A pergunta que me suscita o filme, e que justifica este texto é a seguinte: Será que se um realizador português trabalhasse a realidade nacional e provinciana do Portugal profundo e do bas-fonds do urbano, mas também do rural, de uma forma semelhante a Almodôvar, será que esse mesmo realizador teria algum êxito entre o nosso público? Certo que Almodôvar tem tanto de genialidade como de polémica entre o público espanhol, e nem todos os seus compatriotas são seus admiradores, mas o seu lugar na sétima arte está garantido para a história do cinema espanhol.
E Portugal?
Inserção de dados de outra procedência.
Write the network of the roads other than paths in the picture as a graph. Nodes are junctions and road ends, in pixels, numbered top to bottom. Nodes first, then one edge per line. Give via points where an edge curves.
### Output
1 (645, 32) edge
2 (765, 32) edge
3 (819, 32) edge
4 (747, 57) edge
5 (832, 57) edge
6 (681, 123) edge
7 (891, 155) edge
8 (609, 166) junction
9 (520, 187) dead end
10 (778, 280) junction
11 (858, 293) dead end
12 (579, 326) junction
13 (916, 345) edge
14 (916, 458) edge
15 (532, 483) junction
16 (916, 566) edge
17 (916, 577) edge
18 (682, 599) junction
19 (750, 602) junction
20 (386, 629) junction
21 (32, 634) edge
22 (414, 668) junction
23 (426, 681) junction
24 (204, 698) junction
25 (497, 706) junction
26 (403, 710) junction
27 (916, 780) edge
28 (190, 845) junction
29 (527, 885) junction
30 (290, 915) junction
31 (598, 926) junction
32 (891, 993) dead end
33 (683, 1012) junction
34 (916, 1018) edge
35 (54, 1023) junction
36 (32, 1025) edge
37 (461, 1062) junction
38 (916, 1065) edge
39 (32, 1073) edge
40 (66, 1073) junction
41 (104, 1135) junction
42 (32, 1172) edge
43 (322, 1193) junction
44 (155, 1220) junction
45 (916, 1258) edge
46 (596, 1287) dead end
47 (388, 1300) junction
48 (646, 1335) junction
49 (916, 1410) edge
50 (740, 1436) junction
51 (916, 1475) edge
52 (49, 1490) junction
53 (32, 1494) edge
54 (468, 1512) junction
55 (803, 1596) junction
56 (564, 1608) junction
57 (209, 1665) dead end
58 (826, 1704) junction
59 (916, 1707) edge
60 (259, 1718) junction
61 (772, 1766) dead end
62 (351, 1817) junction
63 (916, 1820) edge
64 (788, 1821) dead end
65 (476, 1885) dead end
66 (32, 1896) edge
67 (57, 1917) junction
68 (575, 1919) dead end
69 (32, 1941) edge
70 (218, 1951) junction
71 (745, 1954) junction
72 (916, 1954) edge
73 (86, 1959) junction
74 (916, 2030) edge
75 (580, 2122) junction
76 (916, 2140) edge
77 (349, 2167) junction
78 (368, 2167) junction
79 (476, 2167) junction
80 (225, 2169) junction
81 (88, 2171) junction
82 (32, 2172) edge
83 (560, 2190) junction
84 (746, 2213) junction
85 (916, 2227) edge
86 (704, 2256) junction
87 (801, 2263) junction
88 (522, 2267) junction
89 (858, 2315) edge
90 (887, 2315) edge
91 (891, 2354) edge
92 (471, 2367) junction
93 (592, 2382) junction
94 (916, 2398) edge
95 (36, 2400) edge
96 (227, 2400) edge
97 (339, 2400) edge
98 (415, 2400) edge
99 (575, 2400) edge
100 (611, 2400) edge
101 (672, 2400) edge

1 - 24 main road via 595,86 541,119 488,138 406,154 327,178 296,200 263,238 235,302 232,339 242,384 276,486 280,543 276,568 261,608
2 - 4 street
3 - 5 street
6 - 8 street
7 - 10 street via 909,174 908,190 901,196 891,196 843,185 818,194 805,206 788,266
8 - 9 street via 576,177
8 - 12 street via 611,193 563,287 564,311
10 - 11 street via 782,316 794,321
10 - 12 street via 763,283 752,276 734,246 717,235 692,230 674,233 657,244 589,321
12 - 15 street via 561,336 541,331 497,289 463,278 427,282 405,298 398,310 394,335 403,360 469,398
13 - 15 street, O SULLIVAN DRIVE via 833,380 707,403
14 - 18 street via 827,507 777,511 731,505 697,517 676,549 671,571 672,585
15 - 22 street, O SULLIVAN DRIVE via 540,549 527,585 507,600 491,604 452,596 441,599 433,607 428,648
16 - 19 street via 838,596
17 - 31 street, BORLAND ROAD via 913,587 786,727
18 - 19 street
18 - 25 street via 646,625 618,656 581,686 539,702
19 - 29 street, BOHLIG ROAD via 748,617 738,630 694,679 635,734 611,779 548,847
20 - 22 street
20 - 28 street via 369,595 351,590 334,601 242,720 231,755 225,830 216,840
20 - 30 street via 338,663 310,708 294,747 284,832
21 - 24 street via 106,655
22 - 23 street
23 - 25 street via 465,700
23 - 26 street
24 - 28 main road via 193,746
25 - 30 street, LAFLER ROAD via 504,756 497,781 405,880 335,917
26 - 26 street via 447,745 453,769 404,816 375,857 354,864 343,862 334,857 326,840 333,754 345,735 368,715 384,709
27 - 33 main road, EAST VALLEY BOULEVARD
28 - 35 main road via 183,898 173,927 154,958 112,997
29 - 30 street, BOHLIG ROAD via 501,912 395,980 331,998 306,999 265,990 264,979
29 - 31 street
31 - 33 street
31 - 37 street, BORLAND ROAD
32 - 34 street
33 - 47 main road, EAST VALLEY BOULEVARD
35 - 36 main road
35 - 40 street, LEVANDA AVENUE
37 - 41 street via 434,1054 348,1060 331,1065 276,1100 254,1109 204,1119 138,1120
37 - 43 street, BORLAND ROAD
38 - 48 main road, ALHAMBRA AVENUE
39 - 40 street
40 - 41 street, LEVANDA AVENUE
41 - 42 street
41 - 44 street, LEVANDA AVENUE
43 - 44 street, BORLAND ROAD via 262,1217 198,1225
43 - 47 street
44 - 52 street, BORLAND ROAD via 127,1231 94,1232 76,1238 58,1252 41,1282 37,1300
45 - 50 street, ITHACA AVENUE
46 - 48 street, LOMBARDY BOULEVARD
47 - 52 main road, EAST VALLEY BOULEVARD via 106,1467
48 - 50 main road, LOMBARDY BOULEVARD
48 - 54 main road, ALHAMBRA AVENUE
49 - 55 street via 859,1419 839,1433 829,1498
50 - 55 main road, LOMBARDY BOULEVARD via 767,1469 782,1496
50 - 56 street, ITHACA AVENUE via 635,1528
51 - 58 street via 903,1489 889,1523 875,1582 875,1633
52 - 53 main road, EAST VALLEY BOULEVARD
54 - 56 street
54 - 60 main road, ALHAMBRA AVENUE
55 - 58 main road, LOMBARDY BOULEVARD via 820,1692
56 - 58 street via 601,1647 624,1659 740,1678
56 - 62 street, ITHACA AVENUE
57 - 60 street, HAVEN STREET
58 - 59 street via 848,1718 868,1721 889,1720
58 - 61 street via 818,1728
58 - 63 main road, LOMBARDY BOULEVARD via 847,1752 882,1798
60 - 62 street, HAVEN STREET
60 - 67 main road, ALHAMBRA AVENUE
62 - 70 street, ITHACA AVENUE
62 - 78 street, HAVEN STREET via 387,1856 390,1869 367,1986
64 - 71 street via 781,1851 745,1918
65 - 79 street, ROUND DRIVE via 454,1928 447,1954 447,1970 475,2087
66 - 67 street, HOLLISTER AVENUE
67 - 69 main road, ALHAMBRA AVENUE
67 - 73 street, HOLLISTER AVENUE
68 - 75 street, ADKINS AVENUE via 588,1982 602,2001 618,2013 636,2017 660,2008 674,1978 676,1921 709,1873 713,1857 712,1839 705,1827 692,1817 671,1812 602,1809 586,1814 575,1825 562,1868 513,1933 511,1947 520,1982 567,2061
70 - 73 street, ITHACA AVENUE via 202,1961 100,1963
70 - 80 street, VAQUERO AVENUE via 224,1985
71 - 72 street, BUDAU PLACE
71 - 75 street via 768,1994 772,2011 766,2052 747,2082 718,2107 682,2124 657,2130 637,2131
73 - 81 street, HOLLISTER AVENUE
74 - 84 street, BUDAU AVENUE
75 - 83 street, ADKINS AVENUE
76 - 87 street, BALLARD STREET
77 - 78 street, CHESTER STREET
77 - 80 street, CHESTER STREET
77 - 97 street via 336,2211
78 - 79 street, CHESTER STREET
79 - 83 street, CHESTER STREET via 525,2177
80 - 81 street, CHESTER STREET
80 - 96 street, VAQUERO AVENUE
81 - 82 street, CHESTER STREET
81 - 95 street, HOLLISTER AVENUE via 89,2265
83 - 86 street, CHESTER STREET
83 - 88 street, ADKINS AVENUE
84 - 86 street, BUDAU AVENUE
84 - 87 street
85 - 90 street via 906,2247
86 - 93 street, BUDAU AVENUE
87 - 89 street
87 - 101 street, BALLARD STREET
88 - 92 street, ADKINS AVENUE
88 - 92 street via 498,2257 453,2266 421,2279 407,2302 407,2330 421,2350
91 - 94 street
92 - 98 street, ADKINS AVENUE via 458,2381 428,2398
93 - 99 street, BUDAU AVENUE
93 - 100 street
Imaginemos um cineasta que retratasse a vida beata, mesquinha até, pobre e saloia de uma aldeia portuguesa ou dos arredores de uma grade cidade; as suas personagens, as paixões, os segredos, as superstições, os vicios... Será que o filme teria êxito? Responderão alguns, se ele tivesse a genialidade de Almodôvar...Talvez!
Lembro-me de assistir no cinema, há um par de anos, ao filme de João Canijo " Ganhar a vida". Gostei imenso daquele retrato frio e objectivo da vida dos emigrantes portugueses em França. Duro sem dúvida, mas de um realismo surpreendente!
Ouvi depois comentários de muita gente indignada. O filme dava uma péssima imagem dos portugueses e sobretudo dos emigrantes!!
Penso que uma das razões do enorme êxito que o cinema espanhol conheceu nos últimos anos, e que é hoje uma referência, se deve ao facto de o público espanhol ter aprendido a viver com a sua própria imagem, de a absorver, de a ironizar, de brincar com ela, de a viver. Os portugueses, ao contrário, estão demasiado apegados a uma imagem, não à sua, mas àquela que gostavam de ser. No mundo actual, que é o das imagens, o deslumbramento e o desejo de pertencer a uma imagem perfeita, sem mácula, sem dor, sem vergonha, vale tudo. O importante é estar dentro, é não ser excluído, mesmo que o preço seja a própria realidade.